The West Coast of the South Island is rugged. A constant pummeling ocean, rolling and smashing into the jagged rocks. When you get to the West Coast, you can hear the thunder of the ocean long before you reach it. In pockets where the cliffs give way to sandy beaches, surfers can be found on a "calm" day. Unlike surfers around the rest of the world, on the West Coast, they wait for the calmest days they can find to have a great surf. Normally the water pulls too hard and the rips are too dangerous for swimming or surfing. Even the landscape here is shaped by the wind. The trees grow in a thick blanket sloping away from the ocean, every one of them leaning inland.


This weekend Jeremiah and I made the trip down to Greymouth to pick up a sea kayak and we made the most of our West Coast trip. On our way down to Greymouth we stopped off in Tauranga Bay. We didn't have much time in the waning light, but we were able to walk out to the seal colony and watch the Fur Seals snuggling down for the night on their rocky beds. In Greymouth we enjoyed staying at the Global Village backpackers and we watched the rugby match at a local pub. Of course the All Blacks vanquished yet another unworthy opponent.

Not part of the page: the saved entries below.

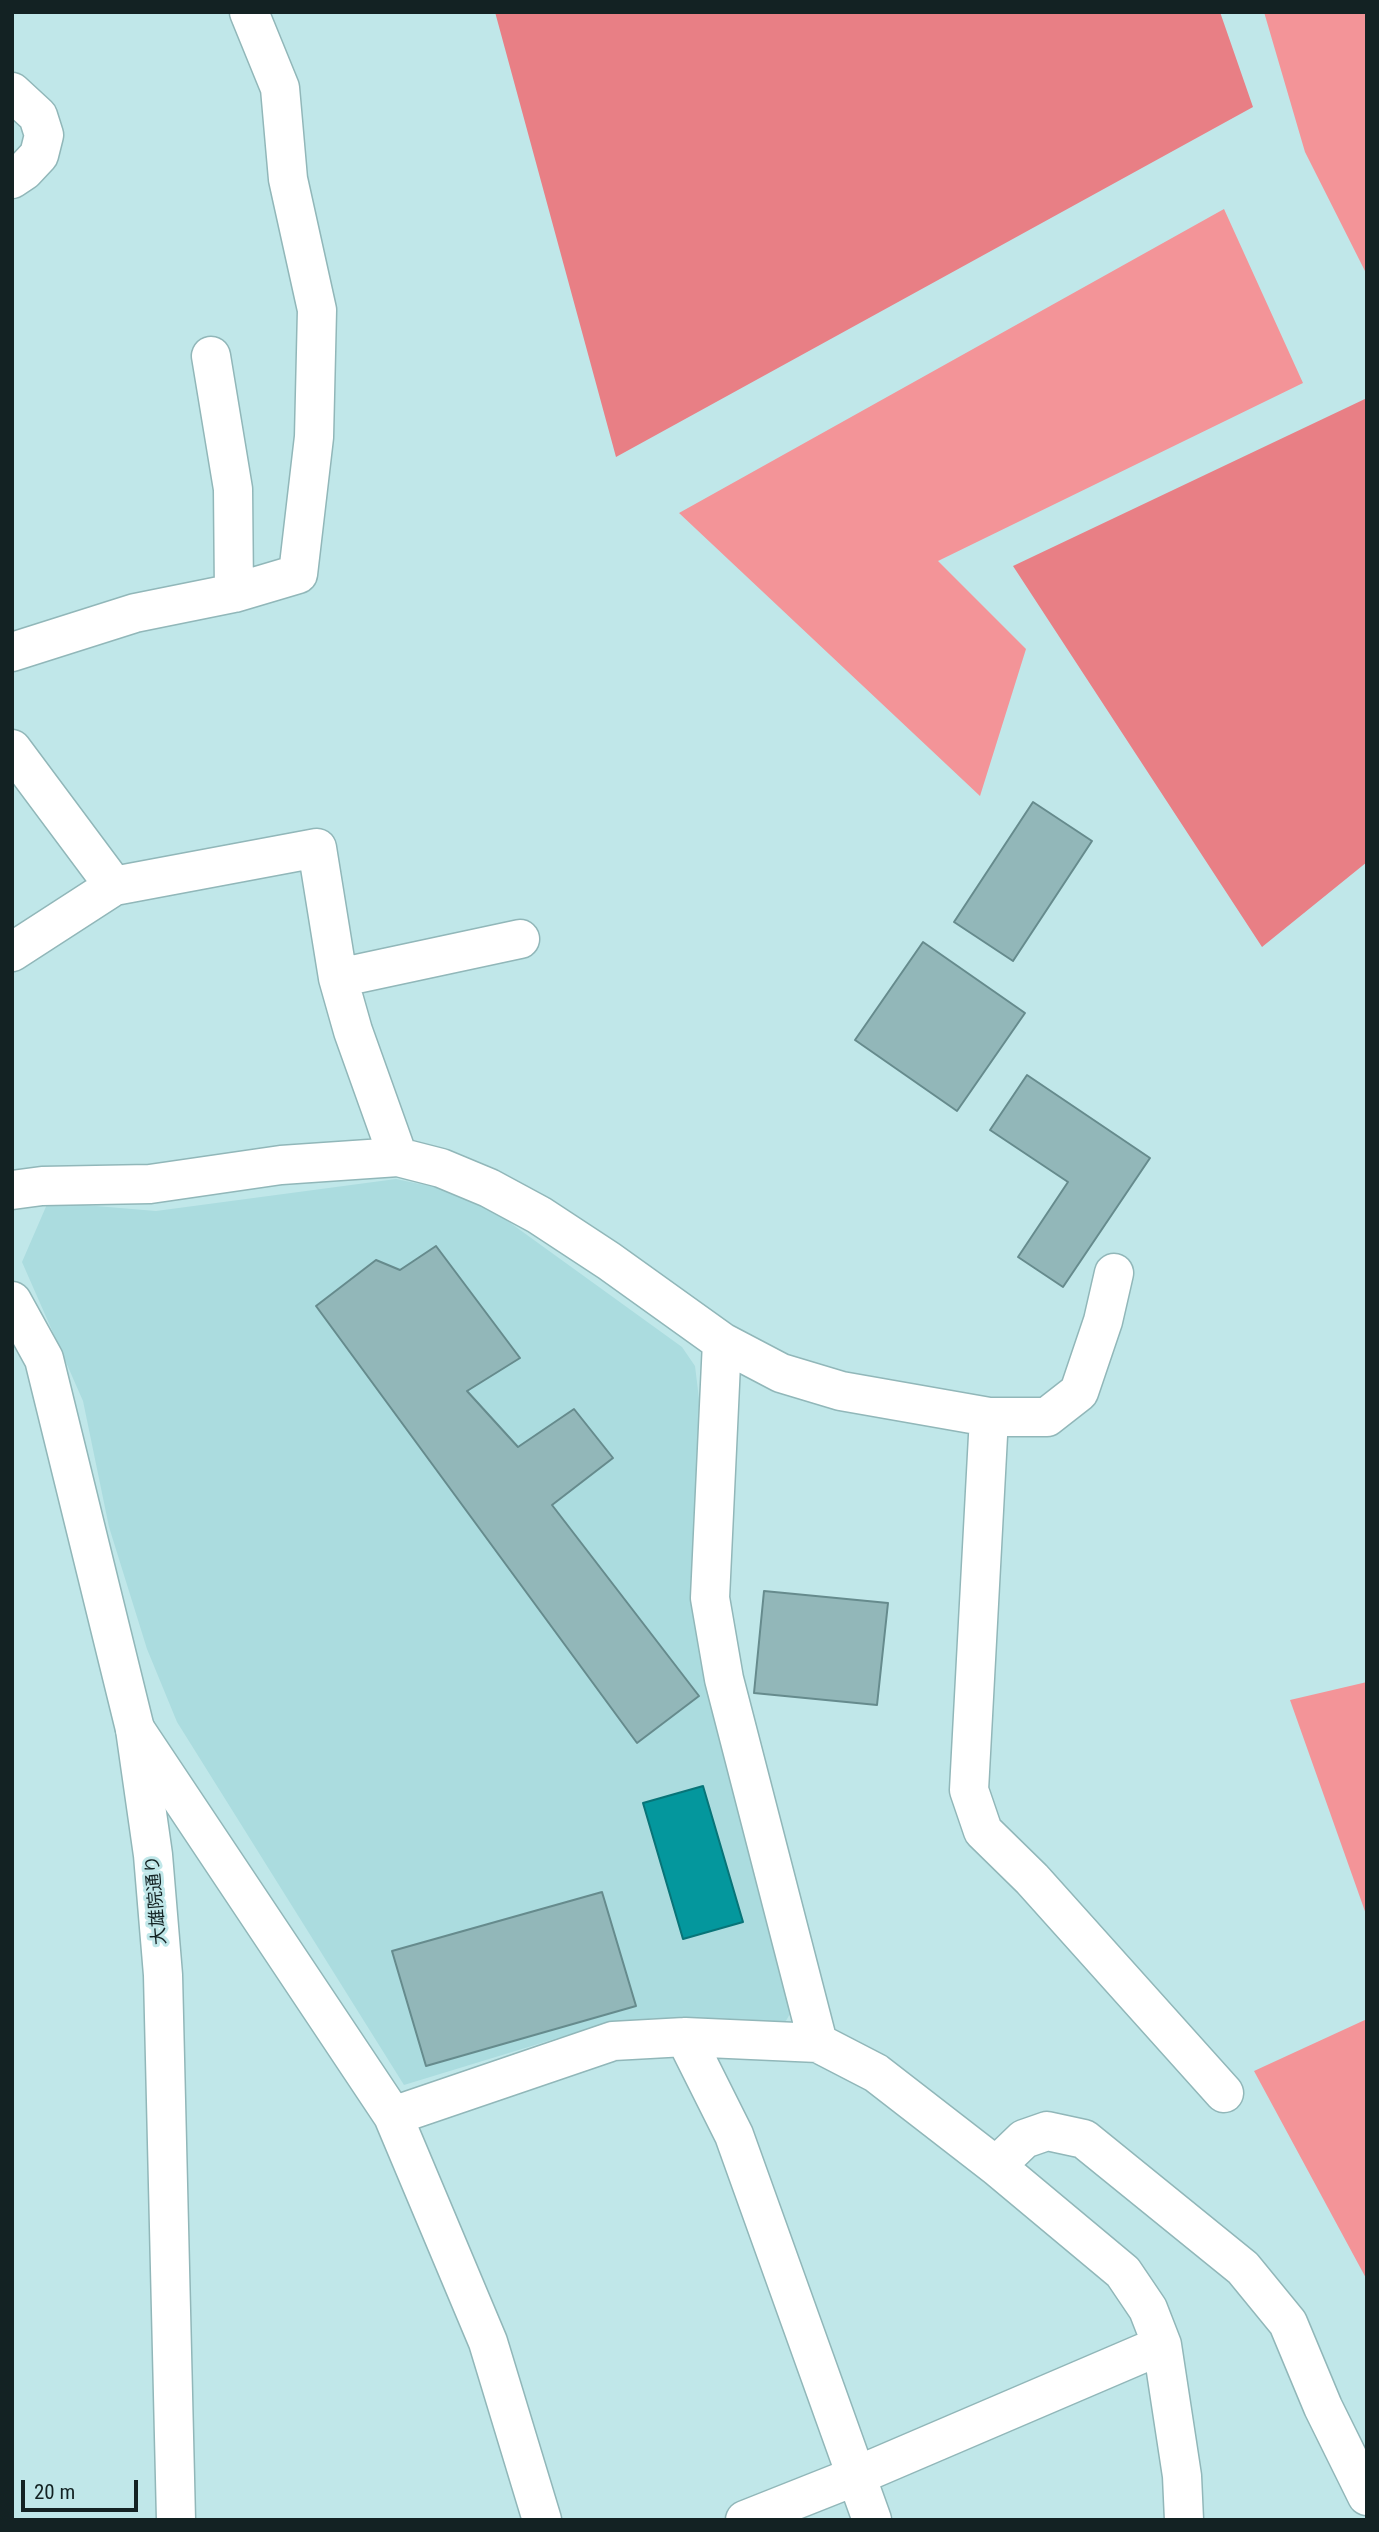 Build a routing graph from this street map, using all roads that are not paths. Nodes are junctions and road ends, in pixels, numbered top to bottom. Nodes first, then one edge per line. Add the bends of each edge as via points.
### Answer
1 (249, 12) edge
2 (12, 92) edge
3 (12, 179) edge
4 (211, 356) dead end
5 (234, 593) junction
6 (12, 652) edge
7 (12, 749) edge
8 (114, 886) junction
9 (520, 939) dead end
10 (12, 952) edge
11 (338, 978) junction
12 (398, 1157) junction
13 (12, 1190) edge
14 (1114, 1273) dead end
15 (12, 1301) edge
16 (722, 1342) junction
17 (989, 1417) junction
18 (135, 1729) junction
19 (685, 2037) junction
20 (818, 2043) junction
21 (1224, 2093) dead end
22 (393, 2116) junction
23 (996, 2166) junction
24 (1162, 2345) junction
25 (856, 2476) junction
26 (1367, 2496) edge
27 (176, 2520) edge
28 (541, 2520) edge
29 (745, 2520) edge
30 (872, 2520) edge
31 (1184, 2520) edge

1 - 5 street via 280,88 288,179 317,310 314,437 298,574
2 - 3 street via 38,116 44,135 39,155
4 - 5 street via 233,489
5 - 6 street via 135,613
7 - 8 street
8 - 10 street
8 - 11 street via 317,848
9 - 11 street
11 - 12 street
12 - 13 street via 281,1165 150,1184
12 - 16 street via 441,1168 539,1215
14 - 17 street via 1079,1392 1047,1417
15 - 18 street, 大雄院通り via 44,1359
16 - 17 street via 781,1373 841,1391
16 - 20 street via 710,1598 724,1679
17 - 21 street via 969,1790 984,1832 1032,1879
18 - 22 street
18 - 27 street, 大雄院通り via 153,1855 163,1975
19 - 20 street
19 - 22 street via 613,2040
19 - 25 street via 734,2135
20 - 23 street via 876,2073
22 - 28 street via 488,2342
23 - 24 street via 1123,2272 1148,2309
23 - 26 street via 1024,2139 1046,2131 1084,2139 1243,2268 1288,2323
24 - 25 street
24 - 31 street via 1182,2476
25 - 29 street
25 - 30 street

After picking up the kayak the next day, we made our way north to Punakaiki. We stopped up the Pororari River Track for a hike up the river gorge. Out in the bush we spotted glow worms and Wekas browsing for grubs. Giant cliffs on either side of us were our constant companions as we walked upstream. Impressive limestone cliffs and formations greeted us at every bend. I liked to imagine what it would be like to climb up one of those cliff faces. We also enjoyed ducking under trees whose roots created archways over the path.


After a snack break we made our final stop at my favorite spot of the trip, up the Truman Track. This short track leads you out to an ocean cliffside and to a beach that is only accessible at low tide. Jeremiah and I had fun running around the rocks, dipping in and out of the coves between the wave breaks. I was a bit slower because I've injured my knee, but I still managed to get around to the dry cove without getting my socks too wet. The beach here is one of my favorite spots in New Zealand for many reasons... but mostly because it is so wild! The waves are enormous! Standing on the beach you watch the ocean barreling towards you. I loved watching the water foam as it smashed into the pebbled beach.


Part of the magic of this beach is that underfoot it is completely covered with pebbles smoothed and rounded by the ocean. This is not a golden sandy beach like you would find in Abel Tasman. This is a rocky, worn, pebbled beach of the west coast. Lining the beach are seaside caves and waterfalls spilling onto the rocks. Jeremiah and I were the first to venture out onto this beach, newly exposed by the ebbing tide. Following our footprints, you could see where we had to run across the lower portions of the beach, trying to beat the next wave as it raced back in. A pattern of footprints, ocean smoothed pebbles, and reappearing footprints told our story.

I am so thankful that we had the chance to get away and revel in the ruggedness of the West Coast. Nelson is beautiful, but certainly not as wild as the tracks of Punakaiki. It's a good reminder of the places we have yet to explore in this beautiful country.